Uriah Heep - Wonderworld

Uriah Heep – Wonderworld


This album is often cited as the start of Uriah Heep’s downward spiral musically and commercially,.there’s definitely an element of truth to that, but only in the commercial sense.

Written by: Dangerzone

ARTIST: Uriah Heep
ALBUM: Wonderworld
LABEL: Bronze
YEAR: 1974
CD REISSUE: Discogs Reissue List

LINEUP: David Byron – vocals * Mick Box – guitar * Gary Thain – bass * Lee Kerslake – drums * Ken Hensley – keyboards

TRACK LISTING: 01 Wonderworld * 02 Suicidal Man * 03 The Shadows And The Wind * 04 So Tired * 05 The Easy Road * 06 Something Or Nothing * 07 I Won’t Mind * 08 We Got We * 09 Dreams



Observing our output of 70’s Uriah Heep reviews it’s surprising only ‘Demons And Wizards’ is represented from what is considered Heep’s most successful period, plus the David Byron years of 1970-76. Up until ‘Wonderworld’, the band had been immensely prolific, with this being their seventh album in just four years.

That level of output was par for the course in the early 70’s, with counterparts Deep Purple and Black Sabbath also making huge inroads into the lucrative U.S. market with their album (sometimes two) a year ratio.

Uriah Heep had already reached a crossroad in their career, where they’d dispensed with the fantasy antics of ‘Demons’ and ‘The Magicians Birthday’ and taken a more traditional rock direction with 1973’s ‘Sweet Freedom’. That had also yielded huge sales on both sides of the Atlantic, but like most successful bands internal dissension had begun to erode Heep.

By all accounts the recording process for ‘Wonderworld’ was fractious, with booze and drugs causing various rifts within the group. The album was recorded at Musicland Studios in Munich, which was a popular haunt for many bands in the 70’s. Most of them were drug addled and tortured too (Deep Purple, Led Zeppelin, Rolling Stones etc).

The Songs

This album is often cited as the start of Uriah Heep’s downward spiral musically and commercially. There’s definitely an element of truth to that, but only in the commercial sense I feel, as most of Heep’s albums were consistent, even the weaker ones.
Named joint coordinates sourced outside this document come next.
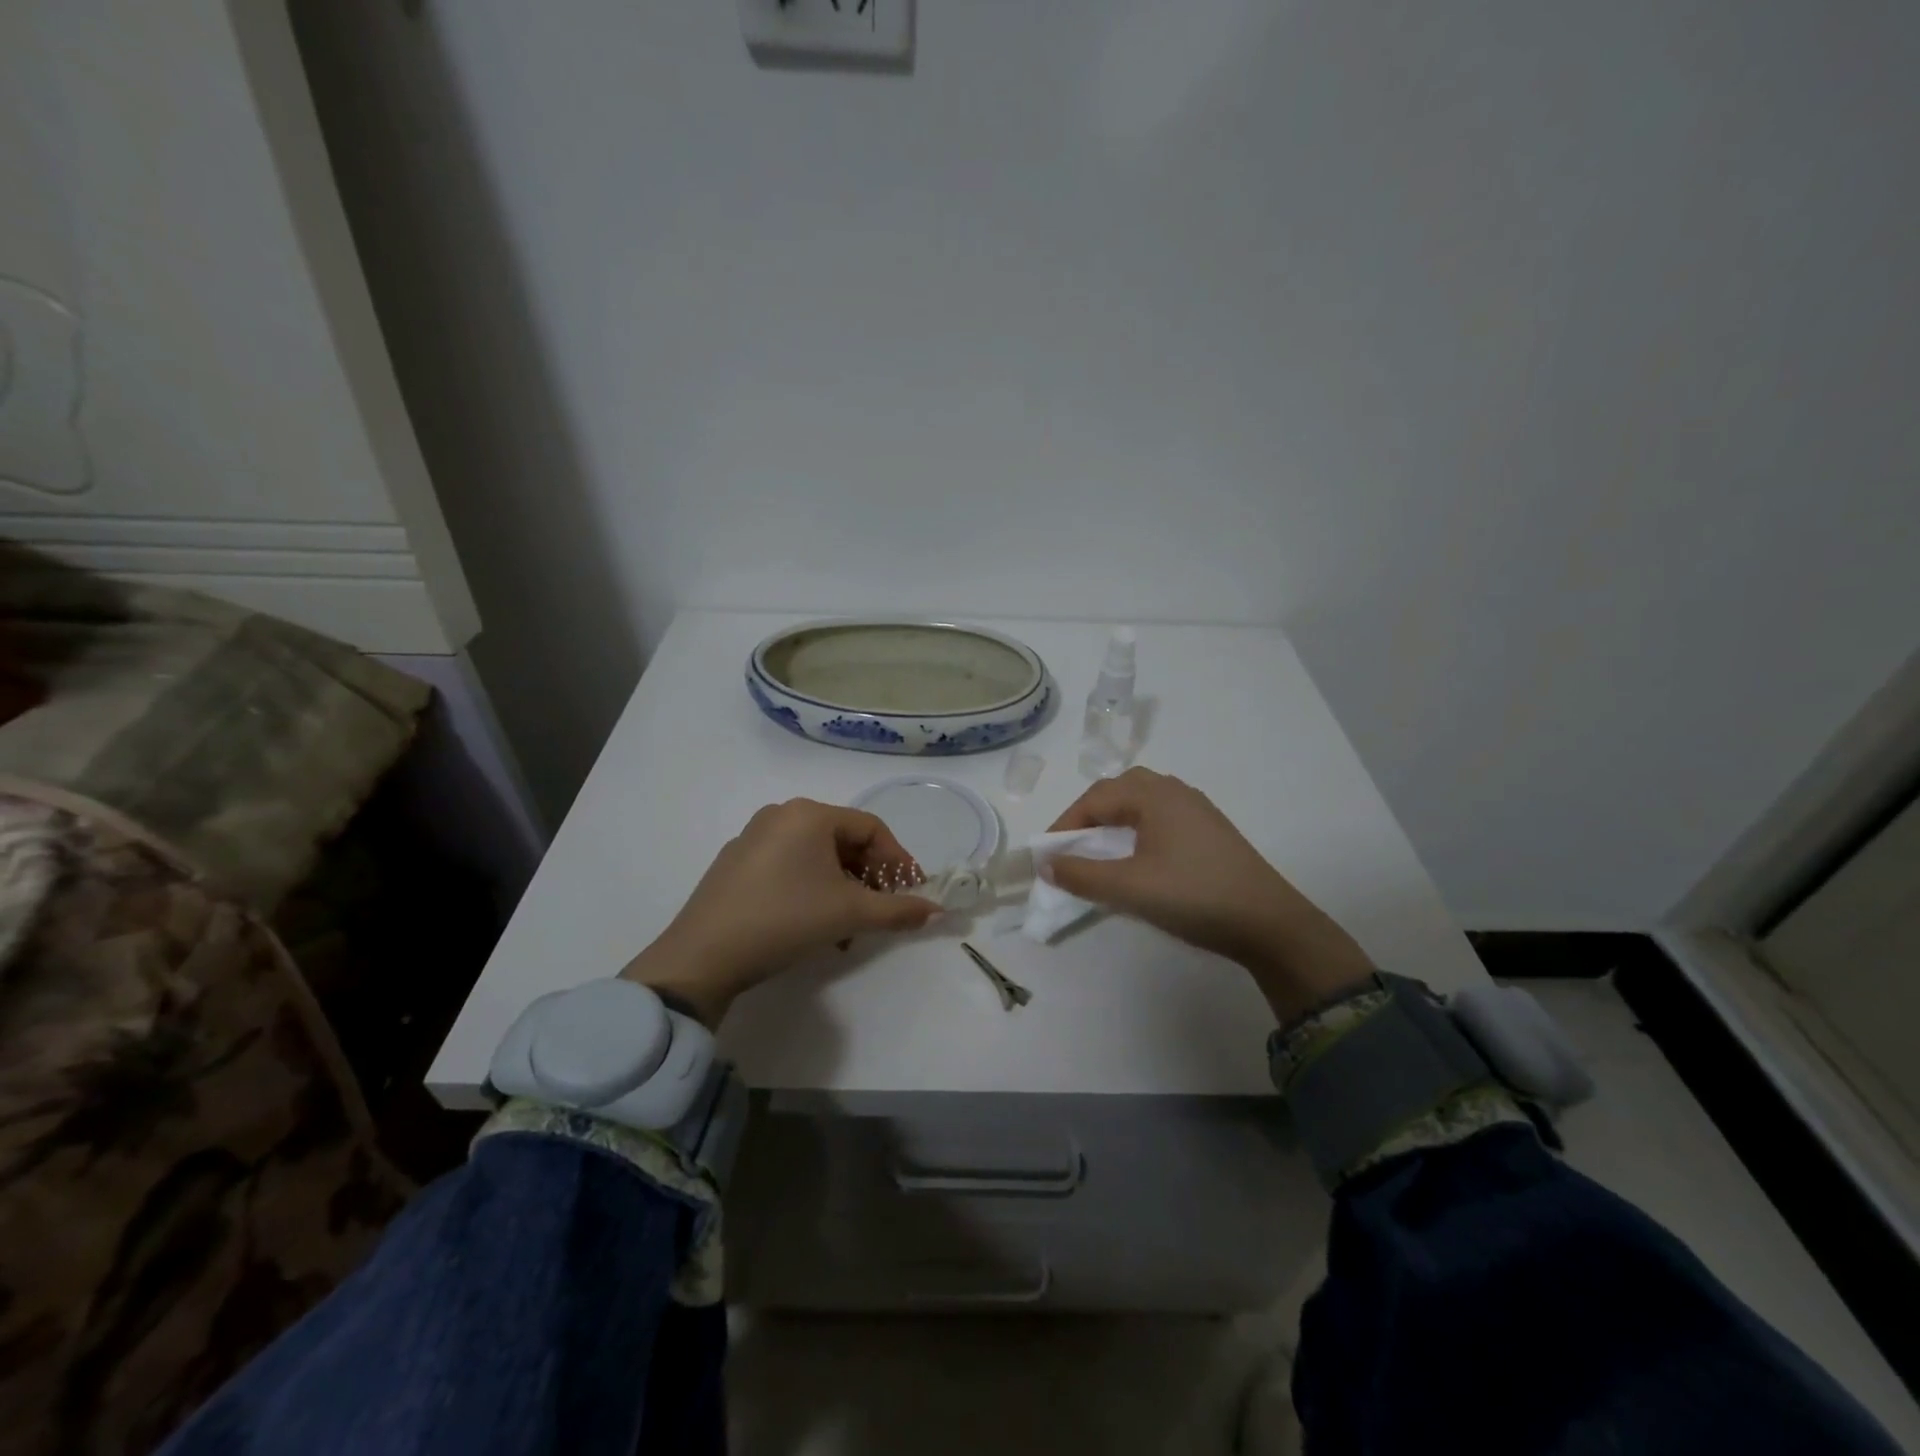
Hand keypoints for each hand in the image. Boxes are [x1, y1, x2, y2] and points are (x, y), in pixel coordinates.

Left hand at [621, 799, 936, 1026]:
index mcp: (809, 814)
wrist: (702, 957)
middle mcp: (781, 815)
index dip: (899, 861)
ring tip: (850, 929)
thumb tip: (935, 911)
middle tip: (884, 910)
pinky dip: (813, 890)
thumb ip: (897, 910)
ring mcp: (753, 839)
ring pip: (816, 858)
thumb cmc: (785, 919)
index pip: (871, 828)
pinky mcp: (735, 865)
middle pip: (843, 841)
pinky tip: (816, 926)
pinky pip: (789, 868)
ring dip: (843, 889)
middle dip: (870, 878)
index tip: (914, 893)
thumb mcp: (849, 914)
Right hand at [1046, 767, 1373, 1022]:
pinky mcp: (1211, 831)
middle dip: (1090, 814)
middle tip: (1074, 845)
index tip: (1048, 855)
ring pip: (1143, 802)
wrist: (1269, 923)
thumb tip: (1047, 864)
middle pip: (1120, 790)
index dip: (1066, 824)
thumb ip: (1082, 875)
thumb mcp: (1130, 888)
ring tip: (1101, 851)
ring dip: (1115, 820)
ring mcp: (1197, 811)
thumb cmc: (1194, 896)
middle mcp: (1176, 792)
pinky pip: (1162, 817)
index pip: (1096, 798)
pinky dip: (1138, 829)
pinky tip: (1139, 859)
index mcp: (1155, 796)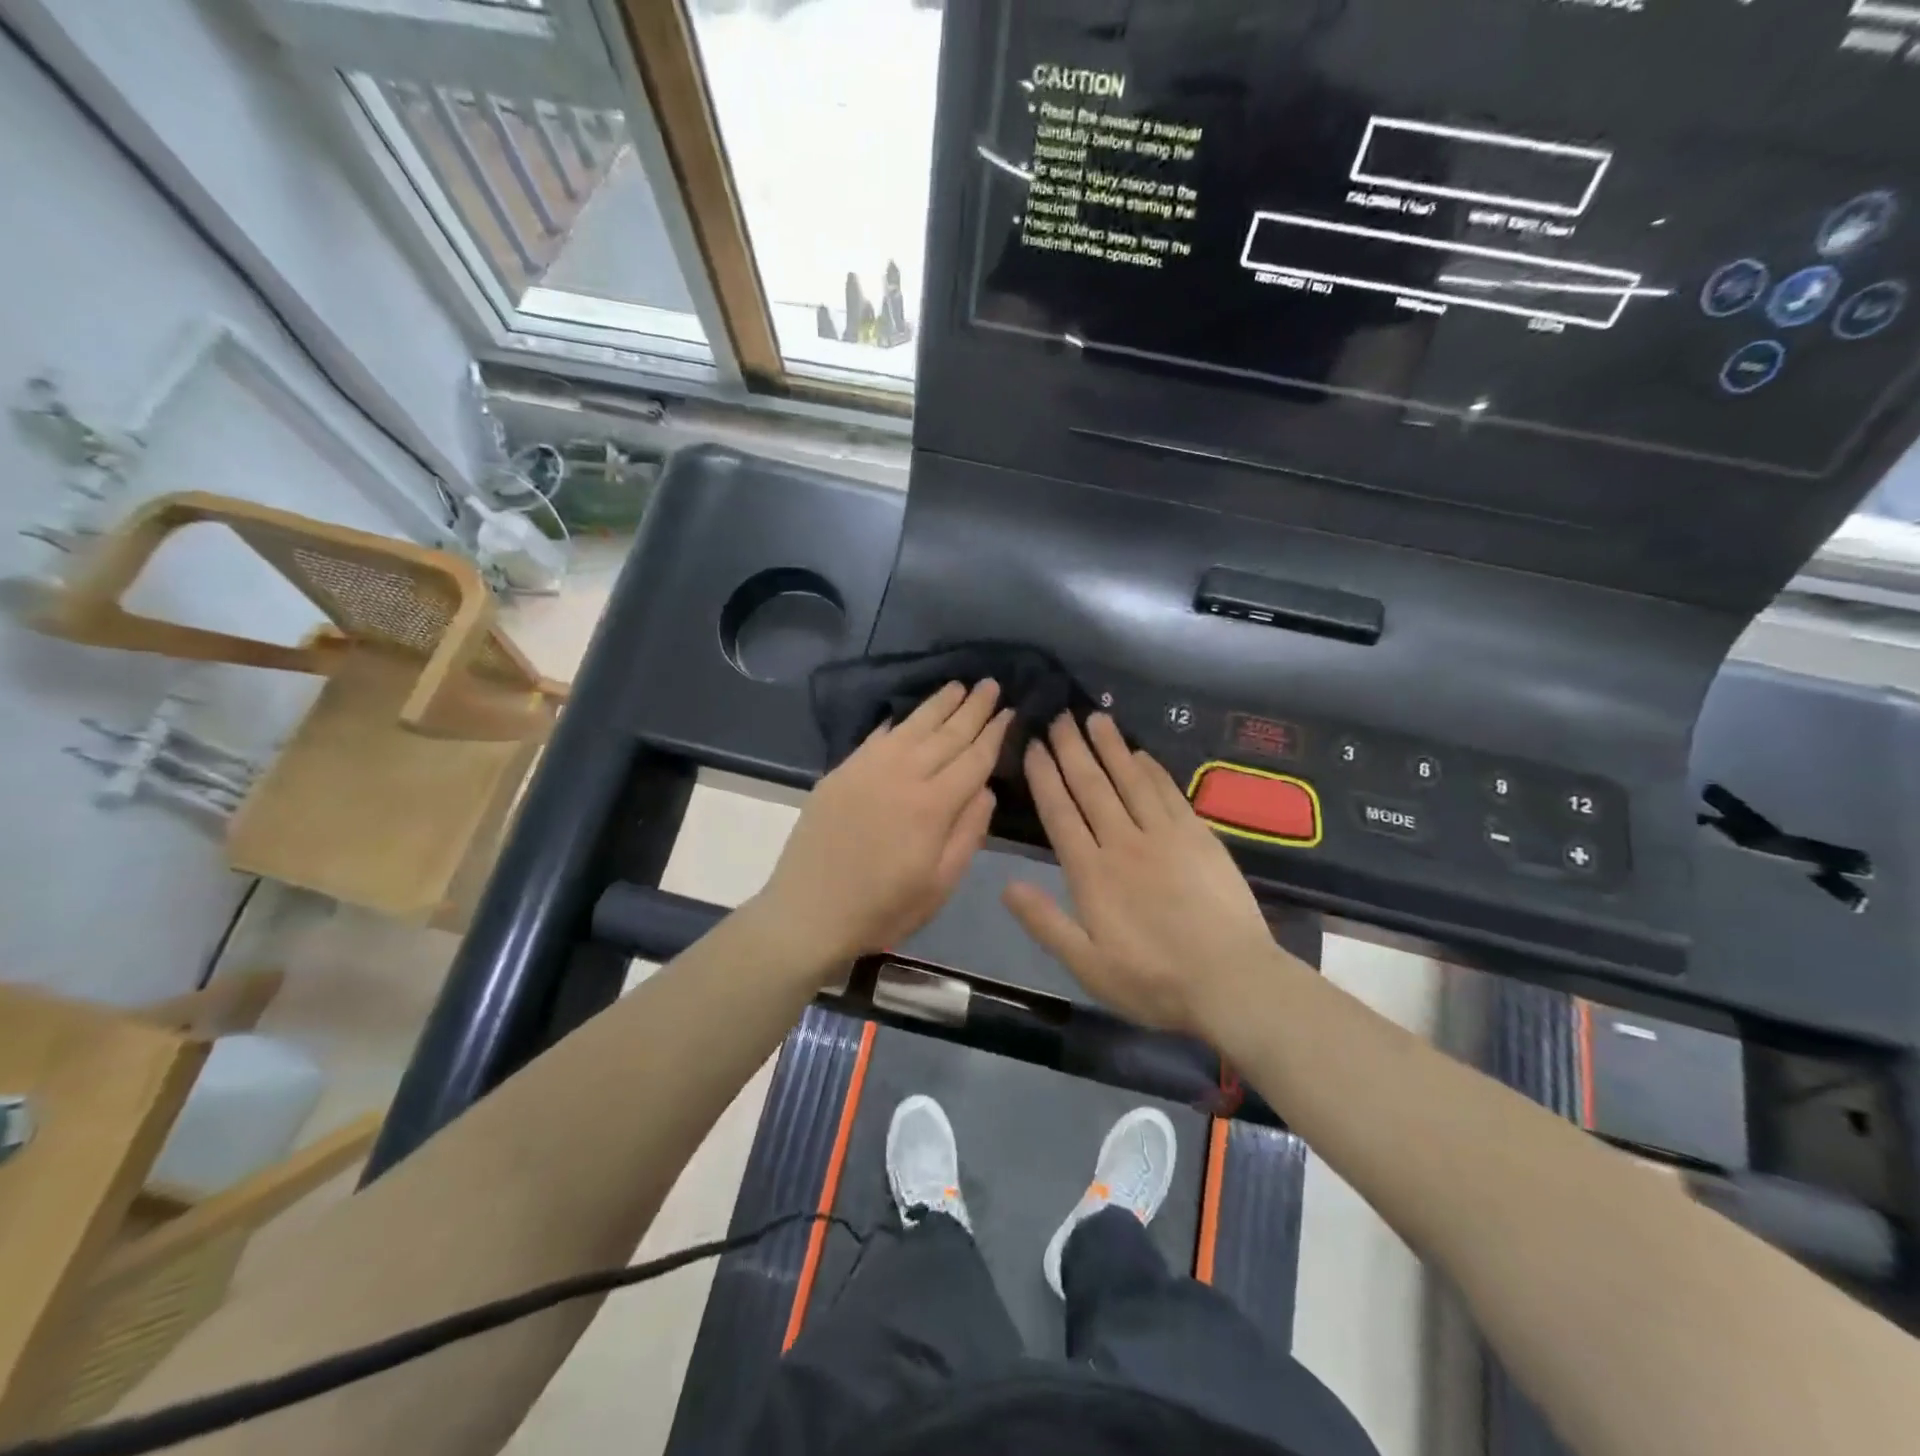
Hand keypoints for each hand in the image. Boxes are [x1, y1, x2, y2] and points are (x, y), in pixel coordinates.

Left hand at [756, 680, 1011, 970]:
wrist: (808, 913)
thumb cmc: (883, 909)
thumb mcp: (940, 885)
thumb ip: (968, 833)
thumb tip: (985, 789)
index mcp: (933, 806)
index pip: (974, 759)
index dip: (995, 734)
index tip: (1011, 710)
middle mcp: (903, 775)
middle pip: (946, 734)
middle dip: (972, 708)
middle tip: (990, 683)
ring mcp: (867, 770)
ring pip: (911, 727)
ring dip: (937, 705)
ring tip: (957, 685)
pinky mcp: (841, 773)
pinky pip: (876, 737)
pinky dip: (896, 722)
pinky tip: (906, 715)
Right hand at [1003, 713, 1289, 1036]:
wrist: (1232, 981)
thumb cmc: (1153, 981)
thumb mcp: (1087, 966)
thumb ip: (1045, 923)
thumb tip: (1005, 886)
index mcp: (1091, 873)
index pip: (1060, 812)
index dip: (1044, 776)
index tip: (1034, 745)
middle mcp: (1123, 842)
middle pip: (1091, 786)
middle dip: (1072, 749)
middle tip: (1060, 716)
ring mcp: (1164, 835)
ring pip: (1129, 779)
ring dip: (1110, 747)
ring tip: (1095, 717)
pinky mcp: (1198, 836)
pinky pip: (1168, 792)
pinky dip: (1151, 768)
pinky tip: (1140, 753)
This certainly wasn’t the same band heard on ‘Demons And Wizards’ with more of a basic hard rock sound and less of the keyboard based theatrics. It’s heavy enough, more so than ‘Sweet Freedom’ as proved by the likes of ‘Suicidal Man’, ‘So Tired’ and ‘Something Or Nothing’. This is some of Uriah Heep’s best work of that period, regardless of the circumstances they were recorded in. For 1974 it still sounds slightly dated when compared to Purple, but some of the keyboard and guitar duels rival anything they did.

The epic sounding ‘Dreams’ is another choice cut, seemingly forgotten but full of delicate harmonies and Byron’s piercing vocals. Box’s guitar work on ‘We Got We’ has shades of Ritchie Blackmore and there’s evidence of funk in Thain’s bass work, making this a good rival for Purple’s ‘Stormbringer’ that same year.

The sprawling ‘I Won’t Mind’ is a lengthy and drawn out blues jam, full of Box’s readily identifiable soloing. The inevitable ballad is the orchestral ‘The Easy Road’ which doesn’t really go anywhere melodically.

In Summary

Despite being fraught with acrimony, the album still sold well, but critics seemed unimpressed of course, nothing new there. The trouble spilled over tragically when Thain received an electric shock while touring the album, before being fired for excessive drug use which led to his death by overdose a year later. A sad end for one of New Zealand’s greatest rock exports.

That broke up the classic lineup and it wasn’t long until Byron was booted as well. It could be traced back in part to ‘Wonderworld’ but the music was still of a high quality. It might not have the profile of this lineup’s three previous albums, but it’s still a perfect statement of what Uriah Heep represented during their heyday.